The main watersheds around the head of the Mitchinamecus River are;
- in the North: Lac Dandurand which is a tributary of the Bazin River;
- to the east: Pierre River, Cabasta River, Némiscachingue River; Adam River;
- to the south: Rivière du Lièvre;
- to the west: Bazin River.

River course downstream from Height Lake (23.8 km segment)

From the mouth west of Height Lake, the Mitchinamecus River flows over:
- 4.9 km towards the northwest by collecting the waters of Lac du Portage (altitude: 528 m, coming from the north), up to the outlet of Lac Hull ( altitude: 497 m);
- 5.2 km westward, to the outlet of Head Lake (altitude: 448 m), of Lac Aigu (altitude: 461 m) and Lake Hare (altitude: 486 m);
- 2.6 km south-west, to the mouth of Totem Lake which the current crosses on 0.6 km;
- 1.2 km south-west, to the mouth of Lac de la Tanière which the current crosses on 310 m;
- 1.1 km south-west, up to the road bridge connecting the two shores in a strait of Long Lake (altitude: 427 m). Note: Long Lake receives on its east shore the Pierre River;
- 7.9 km to the southwest, crossing Long Lake over its full length. This 9.0 km long lake is an extension of the Mitchinamecus River.

Course of the river downstream from Lac Long (78.3 km segment)

From the dam located at the mouth southwest of the long lake, the Mitchinamecus river flows over:
- 11.5 m towards the south-west, crossing several lakes which constitute an enlargement of the river, up to the outlet of Slow Lake (altitude: 427 m) and Peabody (altitude: 432 m), coming from the south-east;
- 1.0 km south-west to the outlet of Basset lakes (altitude: 473 m), Fleet (altitude: 477 m) and Georges (altitude: 480 m), coming from the north;
- 1.3 km south-west to the outlet of Lac Tournière (altitude: 445 m), coming from the south;
- 1.6 km south-west to the outlet of Lac Mignarde (altitude: 402 m), coming from the north;
- 7.5 km (or 4.4 km in a direct line) towards the south-west, forming numerous streamers, up to the outlet of Lakes Armature, Barils, Team, Jacynthe, René and Dan, from the northwest;
- 9.6 km (4.8 km in a direct line) south-west, forming numerous streamers, to the outlet of Leluau lake, coming from the east;
- 7.9 km (3.8 km in a direct line) westward, forming numerous streamers, to the northeast shore of the north bay of Mitchinamecus reservoir;
- 2.5 km crossing to the southwest the north bay of the Mitchinamecus reservoir, to the Dépôt-Carrier bridge;
- 35.4 km towards the southwest crossing the Mitchinamecus reservoir, up to Mitchinamecus Dam.

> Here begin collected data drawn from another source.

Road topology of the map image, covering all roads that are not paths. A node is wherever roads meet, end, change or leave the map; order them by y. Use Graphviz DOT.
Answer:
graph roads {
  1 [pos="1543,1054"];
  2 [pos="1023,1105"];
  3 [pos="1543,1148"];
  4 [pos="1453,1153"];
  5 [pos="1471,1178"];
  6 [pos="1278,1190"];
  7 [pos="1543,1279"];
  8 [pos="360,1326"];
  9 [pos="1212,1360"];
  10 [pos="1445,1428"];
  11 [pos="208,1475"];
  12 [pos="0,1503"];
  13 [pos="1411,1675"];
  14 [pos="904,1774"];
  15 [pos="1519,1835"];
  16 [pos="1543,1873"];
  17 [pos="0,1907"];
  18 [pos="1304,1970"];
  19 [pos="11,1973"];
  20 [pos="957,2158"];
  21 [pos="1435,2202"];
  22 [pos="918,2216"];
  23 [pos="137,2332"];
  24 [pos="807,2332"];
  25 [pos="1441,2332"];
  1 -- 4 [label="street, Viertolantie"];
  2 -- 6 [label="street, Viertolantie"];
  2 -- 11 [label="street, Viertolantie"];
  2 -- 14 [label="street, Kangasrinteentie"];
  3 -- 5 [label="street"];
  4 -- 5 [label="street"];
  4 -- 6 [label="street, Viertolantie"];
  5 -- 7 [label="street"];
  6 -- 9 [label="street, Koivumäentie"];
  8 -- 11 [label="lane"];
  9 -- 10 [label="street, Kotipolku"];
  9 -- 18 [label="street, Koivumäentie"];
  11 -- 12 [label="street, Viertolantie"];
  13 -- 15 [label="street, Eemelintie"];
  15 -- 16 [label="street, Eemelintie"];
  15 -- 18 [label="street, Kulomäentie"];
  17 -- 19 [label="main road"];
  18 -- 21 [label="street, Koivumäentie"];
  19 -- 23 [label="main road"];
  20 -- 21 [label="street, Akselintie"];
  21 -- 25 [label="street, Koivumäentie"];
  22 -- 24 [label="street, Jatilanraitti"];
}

River course downstream of the Mitchinamecus Reservoir (25.1 km segment)

From the dam at the mouth to the south of the Mitchinamecus reservoir, the river flows on:

- 1.2 km east to the outlet of Nottaway Creek;
- 3.9 km southwards, to the outlet of Lac de la Loutre;
- 0.7 km south-east, up to Rascas Falls;
- 9.5 km south, to Louise stream, coming from the east;
- 4.8 km southeasterly, up to Cannor stream, coming from the east;
- 3.9 km southwest, to Matts Creek;
- 1.1 km south-west, to the mouth of the Mitchinamecus river which flows into the Lièvre river which forms a large loop at this point. This confluence is designated "Les Fourches".

From the Mitchinamecus reservoir, the Mitchinamecus river crosses several rapids and falls, in particular: fall of the Broken Lady, the Carrier rapids, the Rascas Falls (from 200 m downstream from Cerise stream) and the Long Rapids. The lower segments of the Mitchinamecus River are navigated by canoeists in whitewater.

== Toponymy ==
The term Mitchinamecus refers to a zec, a river, a reservoir and a dam.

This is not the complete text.